A scene from "Lazarus."

Musical theater may now be rife with productions that rip their plot lines from a Disney confection or follow the “Mamma Mia” trajectory of transforming a poppy artist’s track list into a romantic comedy fit for a national tour. But the buzzy new David Bowie musical “Lazarus” (staged now through Jan. 20 at the New York Theatre Workshop) debunks this commonality with a surprisingly esoteric outlook on the boundaries of contemporary musicals.

Written by Bowie and “Once” scribe Enda Walsh and directed by the experimental Belgian Ivo van Hove, the madcap play spins 17 Bowie songs (four of them new) into an interpretive narrative inspired by the former Ziggy Stardust’s turn in the 1976 film “The Man Who Fell to Earth.”

It stars Michael C. Hall as Bowie’s otherworldly protagonist Newton and Cristin Milioti as Elly, who on Thursday evening will perform on “The Late Show With Stephen Colbert” along with the show’s ensemble.

Newton — an alcoholic hermit and onetime successful businessman who also happens to be an alien disguised in human form — discovers his need to return to his native planet with insight from a little girl’s spirit (Sophia Anne Caruso), and his schizophrenic assistant (Milioti). The spirit creates a spaceship for Newton’s intergalactic relocation, necessitating Caruso’s plot-appropriate, angelic interpretation of Bowie’s “Life on Mars.” It’s one of the show’s more straightforward moments.

Frequent van Hove collaborator An D’Huys designed the musical’s costumes on a shoestring off-Broadway budget by sourcing a majority of the casts’ wares from local Manhattan thrift shops as well as at Century 21.

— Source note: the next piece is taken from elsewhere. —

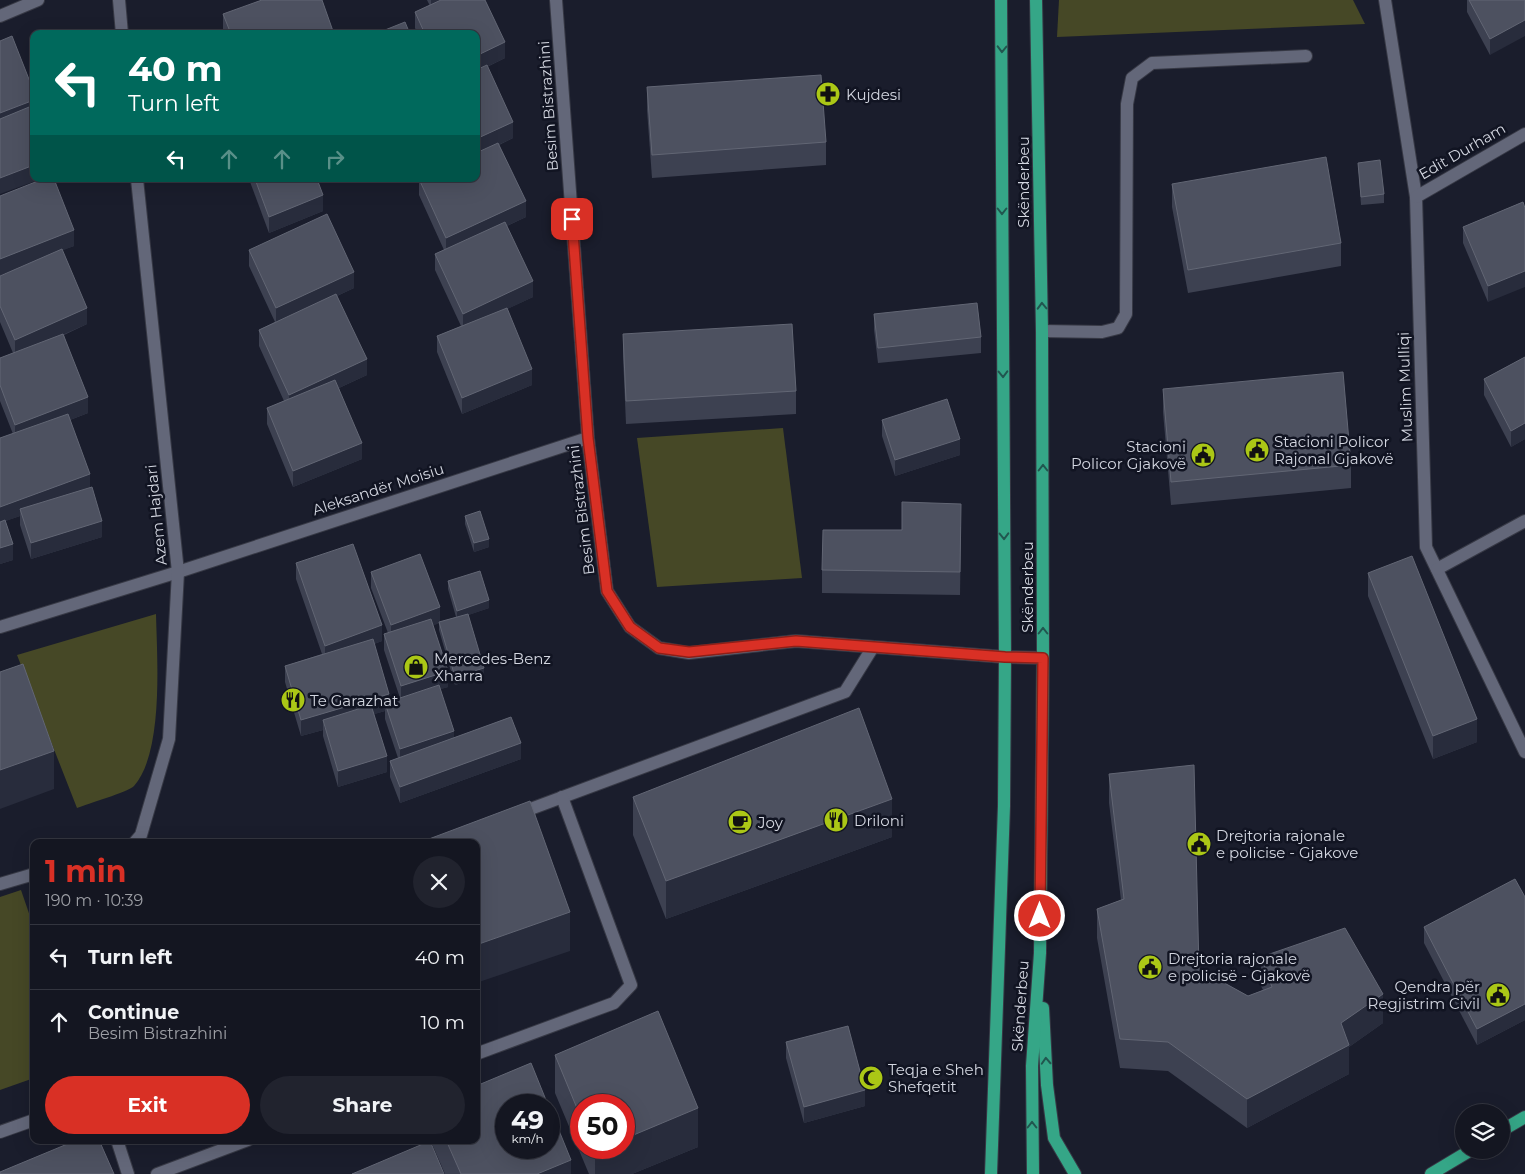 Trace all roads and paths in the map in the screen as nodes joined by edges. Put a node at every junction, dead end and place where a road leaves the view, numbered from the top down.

D’Huys created Hall’s costume — a louche button-down and tailored pants ensemble meant to look like pajamas – entirely of a flesh-colored fabric reminiscent of Band-Aids. The same warm beige covers Hall’s on-stage apartment walls, creating a bleak, but visually arresting combination — the head-to-toe likes of which have recently appeared on the runways of experimental fashion labels Eckhaus Latta and Jacquemus.

An 11-year veteran of Ann Demeulemeester’s design studio and graduate of Antwerp’s Royal Academy of Arts, D’Huys spoke to WWD about her concept for the musical’s wardrobe:

WWD: How did you become involved in costume design?

An D’Huys: I started immediately working in theater and television after school. About 12 years ago, Ann Demeulemeester saw my costumes and asked me to join her team. Around that time, I started working with Ivo; it was very interesting for me to combine theater and fashion with what I learned from Ann Demeulemeester — that you can tell a story using different fabrics and different colors.

WWD: How did the process of costuming Lazarus work for you? Was there a lot of back-and-forth between you and Ivo?

D’Huys: Sometimes I get scripts and already know what I’m going to do with them. This one was quite open, but also quite different because there was not a lot of information [in the script] about how the characters should look. [Cristin’s] blue hair is very important in the script, but that was maybe the only thing that was really precise.

I knew that Newton was living in his apartment for years and was a really bad alcoholic, and I knew he was wealthy. At first I was thinking about pajamas, but it didn’t quite work onstage, so I tried a solution — that he had a monochromatic set. I think it’s a good choice — it’s not a pajama, but it looks like very chic pajamas.

WWD: The flesh color of his costume is on-par with the recent collections of some experimental fashion designers. Given that this is an experimental production, did that cross your mind?

D’Huys: No, but I was quite nervous to try [the color] on Michael C. Hall. When I saw him in it for the first time, it matched immediately with his skin and hair. It’s not an easy color, I could imagine if you put it on someone else, it would be quite terrible.

WWD: Where did you source the majority of the production’s wardrobe?

D’Huys: I bought a lot of the clothes secondhand — we work for a small theater, so there is not a huge budget to scramble up. It’s nice to work with used clothes because they have already a history, a story to tell. It was a combination of thrift stores, Century 21, and an old theater’s stock wardrobe department. Costumes are not only about finding pretty things, but also how people move.

WWD: The show’s meaning is largely up to the audience’s interpretation. How would you describe its overall message?

D’Huys: I don’t think there is a real message. The message is — if you have a dream, you never can die, it can bring you a lot of consolation.